Many of us are too young or old to remember American family cars of the 1950s and 1960s.  After going through the 1940s with a non-productive period caused by bad design and the war, American cars started a comeback in the early 1950s. 

For me it really began again in 1953 with the Buick Skylark convertible and the Cadillac 62, which also came in a convertible. The following years saw the birth of America’s sports cars - the Chevrolet Corvette and the Ford Thunderbird and then the boom of 1956, one of the best years ever for American cars.  The 1956 Chevrolet, Buick and Cadillac were perhaps the best they have ever been. Chrysler had the Imperial and the 300 that began the year before.  Even the Mercury had its best year ever as far as design and popularity. And the Lincoln Continental was every bit as exquisite as the finest foreign make.  Cadillac had its super luxurious Eldorado Brougham which just got better in 1957 and 1958.
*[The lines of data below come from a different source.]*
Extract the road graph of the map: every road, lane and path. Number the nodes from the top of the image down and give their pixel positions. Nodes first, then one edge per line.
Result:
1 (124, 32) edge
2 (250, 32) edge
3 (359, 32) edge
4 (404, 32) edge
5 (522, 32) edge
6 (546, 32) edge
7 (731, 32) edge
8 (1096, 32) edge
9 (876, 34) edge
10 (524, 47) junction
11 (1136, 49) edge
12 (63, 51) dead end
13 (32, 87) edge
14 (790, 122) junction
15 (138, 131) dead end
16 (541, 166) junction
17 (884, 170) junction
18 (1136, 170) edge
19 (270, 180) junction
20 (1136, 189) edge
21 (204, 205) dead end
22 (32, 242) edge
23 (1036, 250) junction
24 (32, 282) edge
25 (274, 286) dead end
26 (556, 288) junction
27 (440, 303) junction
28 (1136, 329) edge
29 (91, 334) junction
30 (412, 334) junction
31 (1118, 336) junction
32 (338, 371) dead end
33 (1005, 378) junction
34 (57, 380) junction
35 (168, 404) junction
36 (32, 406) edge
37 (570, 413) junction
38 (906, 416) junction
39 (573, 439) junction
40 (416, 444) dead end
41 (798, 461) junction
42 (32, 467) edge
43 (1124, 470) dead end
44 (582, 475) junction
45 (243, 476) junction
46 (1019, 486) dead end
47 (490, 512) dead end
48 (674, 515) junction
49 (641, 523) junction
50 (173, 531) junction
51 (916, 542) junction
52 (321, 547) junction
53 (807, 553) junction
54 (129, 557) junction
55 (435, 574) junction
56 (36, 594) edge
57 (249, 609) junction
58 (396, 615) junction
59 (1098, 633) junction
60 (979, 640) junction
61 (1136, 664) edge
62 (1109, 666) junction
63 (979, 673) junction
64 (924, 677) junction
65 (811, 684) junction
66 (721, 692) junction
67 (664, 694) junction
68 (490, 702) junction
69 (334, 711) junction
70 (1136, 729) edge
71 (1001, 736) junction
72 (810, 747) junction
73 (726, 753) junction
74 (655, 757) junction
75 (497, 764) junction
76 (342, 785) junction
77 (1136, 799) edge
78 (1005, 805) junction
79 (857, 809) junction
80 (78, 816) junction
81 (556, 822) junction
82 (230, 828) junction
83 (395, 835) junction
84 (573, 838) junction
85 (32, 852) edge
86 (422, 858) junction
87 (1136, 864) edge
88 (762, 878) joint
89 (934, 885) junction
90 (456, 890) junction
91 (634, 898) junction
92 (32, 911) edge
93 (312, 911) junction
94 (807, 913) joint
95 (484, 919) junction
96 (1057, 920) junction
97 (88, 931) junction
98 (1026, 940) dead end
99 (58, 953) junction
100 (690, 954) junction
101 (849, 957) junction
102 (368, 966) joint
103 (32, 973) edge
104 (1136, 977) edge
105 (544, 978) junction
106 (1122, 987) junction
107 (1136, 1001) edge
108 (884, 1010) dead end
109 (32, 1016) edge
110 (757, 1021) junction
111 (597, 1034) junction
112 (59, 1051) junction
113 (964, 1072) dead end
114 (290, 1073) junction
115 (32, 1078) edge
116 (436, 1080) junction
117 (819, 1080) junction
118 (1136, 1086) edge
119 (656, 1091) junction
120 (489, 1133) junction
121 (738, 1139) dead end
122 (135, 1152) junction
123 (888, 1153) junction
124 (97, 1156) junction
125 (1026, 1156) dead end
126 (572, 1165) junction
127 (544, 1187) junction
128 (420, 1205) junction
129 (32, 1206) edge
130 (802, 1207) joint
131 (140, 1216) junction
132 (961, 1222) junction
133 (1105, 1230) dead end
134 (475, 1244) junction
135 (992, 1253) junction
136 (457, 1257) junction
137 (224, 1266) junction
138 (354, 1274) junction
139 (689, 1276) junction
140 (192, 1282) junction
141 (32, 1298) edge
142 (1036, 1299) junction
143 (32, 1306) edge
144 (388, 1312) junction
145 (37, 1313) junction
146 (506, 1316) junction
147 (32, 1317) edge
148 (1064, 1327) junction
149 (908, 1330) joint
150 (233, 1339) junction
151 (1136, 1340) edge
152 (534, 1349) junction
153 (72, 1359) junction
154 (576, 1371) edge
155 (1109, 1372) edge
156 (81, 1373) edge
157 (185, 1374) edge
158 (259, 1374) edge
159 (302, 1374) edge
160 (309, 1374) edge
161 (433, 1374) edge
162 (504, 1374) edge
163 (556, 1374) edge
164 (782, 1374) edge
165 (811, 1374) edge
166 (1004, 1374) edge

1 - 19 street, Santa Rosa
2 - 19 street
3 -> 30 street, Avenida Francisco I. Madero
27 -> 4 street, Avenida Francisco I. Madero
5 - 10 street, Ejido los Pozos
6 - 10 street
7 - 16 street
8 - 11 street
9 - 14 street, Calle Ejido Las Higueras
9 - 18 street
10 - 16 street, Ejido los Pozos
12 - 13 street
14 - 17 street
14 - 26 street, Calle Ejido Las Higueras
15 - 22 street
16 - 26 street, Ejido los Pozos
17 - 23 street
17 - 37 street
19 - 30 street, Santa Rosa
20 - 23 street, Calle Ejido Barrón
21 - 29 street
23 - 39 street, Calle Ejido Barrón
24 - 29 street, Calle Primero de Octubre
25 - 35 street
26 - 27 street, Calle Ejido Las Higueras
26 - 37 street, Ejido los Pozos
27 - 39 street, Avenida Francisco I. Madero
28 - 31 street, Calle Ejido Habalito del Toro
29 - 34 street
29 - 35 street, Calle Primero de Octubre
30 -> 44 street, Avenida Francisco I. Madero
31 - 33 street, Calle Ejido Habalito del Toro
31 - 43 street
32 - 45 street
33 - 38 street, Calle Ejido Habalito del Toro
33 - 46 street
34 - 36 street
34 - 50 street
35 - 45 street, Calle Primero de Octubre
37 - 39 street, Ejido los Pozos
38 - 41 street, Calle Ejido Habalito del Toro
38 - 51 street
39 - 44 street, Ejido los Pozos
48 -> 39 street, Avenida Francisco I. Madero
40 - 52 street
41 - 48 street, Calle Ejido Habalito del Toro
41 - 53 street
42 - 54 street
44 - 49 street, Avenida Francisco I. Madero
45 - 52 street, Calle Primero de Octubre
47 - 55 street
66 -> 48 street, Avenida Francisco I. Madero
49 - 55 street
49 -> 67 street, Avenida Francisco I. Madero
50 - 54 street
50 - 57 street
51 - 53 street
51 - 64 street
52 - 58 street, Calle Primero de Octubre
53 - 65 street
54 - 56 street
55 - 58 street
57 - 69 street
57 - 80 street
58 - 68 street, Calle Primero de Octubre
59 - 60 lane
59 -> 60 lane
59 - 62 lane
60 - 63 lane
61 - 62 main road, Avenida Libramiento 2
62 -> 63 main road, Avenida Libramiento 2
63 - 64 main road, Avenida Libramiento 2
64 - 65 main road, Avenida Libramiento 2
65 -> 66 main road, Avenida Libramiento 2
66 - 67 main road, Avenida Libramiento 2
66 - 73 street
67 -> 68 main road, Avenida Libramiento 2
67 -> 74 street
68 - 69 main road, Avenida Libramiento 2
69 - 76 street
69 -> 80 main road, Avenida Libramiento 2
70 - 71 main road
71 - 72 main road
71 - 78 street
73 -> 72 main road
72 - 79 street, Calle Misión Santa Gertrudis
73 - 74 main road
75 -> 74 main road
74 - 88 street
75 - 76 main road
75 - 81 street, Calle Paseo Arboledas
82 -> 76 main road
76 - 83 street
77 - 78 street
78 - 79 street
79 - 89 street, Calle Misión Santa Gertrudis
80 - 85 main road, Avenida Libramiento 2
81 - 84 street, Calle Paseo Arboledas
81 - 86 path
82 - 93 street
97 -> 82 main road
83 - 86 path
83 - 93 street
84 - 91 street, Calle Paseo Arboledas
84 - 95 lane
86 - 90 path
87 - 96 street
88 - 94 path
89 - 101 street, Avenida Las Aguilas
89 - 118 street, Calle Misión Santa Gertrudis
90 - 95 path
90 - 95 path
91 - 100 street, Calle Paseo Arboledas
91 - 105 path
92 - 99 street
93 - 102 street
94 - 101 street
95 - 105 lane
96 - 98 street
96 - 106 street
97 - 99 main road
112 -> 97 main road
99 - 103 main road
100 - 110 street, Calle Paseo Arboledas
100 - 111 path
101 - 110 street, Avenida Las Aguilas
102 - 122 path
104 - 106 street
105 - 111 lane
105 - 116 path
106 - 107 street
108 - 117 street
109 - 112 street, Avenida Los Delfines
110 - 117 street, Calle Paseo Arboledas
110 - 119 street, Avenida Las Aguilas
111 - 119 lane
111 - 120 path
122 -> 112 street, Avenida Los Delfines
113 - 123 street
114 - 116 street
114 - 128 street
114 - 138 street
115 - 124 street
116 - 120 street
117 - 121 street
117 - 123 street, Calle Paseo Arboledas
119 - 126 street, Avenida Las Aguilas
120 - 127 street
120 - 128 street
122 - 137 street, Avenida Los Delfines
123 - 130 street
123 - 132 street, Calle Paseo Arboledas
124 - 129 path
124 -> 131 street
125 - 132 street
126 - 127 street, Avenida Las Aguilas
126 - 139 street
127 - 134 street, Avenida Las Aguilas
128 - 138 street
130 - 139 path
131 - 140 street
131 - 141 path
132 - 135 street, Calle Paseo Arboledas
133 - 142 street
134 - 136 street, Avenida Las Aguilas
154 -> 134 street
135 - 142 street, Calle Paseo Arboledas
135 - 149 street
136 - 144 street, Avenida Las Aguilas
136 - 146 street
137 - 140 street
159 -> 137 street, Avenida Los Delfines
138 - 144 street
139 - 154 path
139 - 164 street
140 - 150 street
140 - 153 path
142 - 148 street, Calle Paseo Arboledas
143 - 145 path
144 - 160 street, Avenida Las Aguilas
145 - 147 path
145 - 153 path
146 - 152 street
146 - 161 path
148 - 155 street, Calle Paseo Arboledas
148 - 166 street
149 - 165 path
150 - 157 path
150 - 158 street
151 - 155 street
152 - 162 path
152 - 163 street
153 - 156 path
During these years, people would go to the dealers in August or September to see the new models.  Each year each model changed slightly, not always for the better.  By 1959 cars had become too big and unattractive.  The huge fins destroyed the graceful lines of 1956.

Around 1962 America decided to make smaller family cars. There was the Chevrolet Corvair, the Pontiac Tempest, the Buick Skylark, Olds Cutlass, the Plymouth Valiant, Dodge Dart, Mercury Comet and Ford Falcon.  They were smaller but well equipped.  They were challenged by foreign cars like the Volkswagen, Volvo and Saab, which were smaller and used less gas in their less powerful engines.  Each year these American small cars grew a little larger.   By the mid 1960s many of them became muscle cars.  The Olds Cutlass evolving into the mighty 442, the Pontiac Tempest grew up to become the Lemans and then the awesome GTO, even the Skylark got a big engine.

For the second half of the 1960s, America fell in love with the big, powerful American family car.  Chrysler Corporation came out with the Plymouth Barracuda and Roadrunner, the Dodge Challenger and an even bigger 300 series.  The two sport cars had grown considerably with the T-Bird becoming a large four passenger car even available in a four door model. The Corvair had been killed by Ralph Nader who claimed that it was unsafe at any speed. The Studebaker and the Packard went the way of the Duesenberg and Pierce Arrow, which disappeared in the 1940s. American Motors, which produced the Rambler and the Metropolitan was also on its last legs. By 1969, American cars were neither attractive nor reliable.

The 1970s saw the American family car fall further from grace.  The foreign invasion not only from Germany and Sweden but also from Japan began threatening our car production.  By 1979, the only American family car that we could be proud of was the Cadillac which produced the 1979 Seville and the end of the Fleetwood line. Americans were turning to Honda, Toyota, Datsun which became Nissan and to VW and Volvo.  These cars were more attractive, more reliable and much more fun to drive.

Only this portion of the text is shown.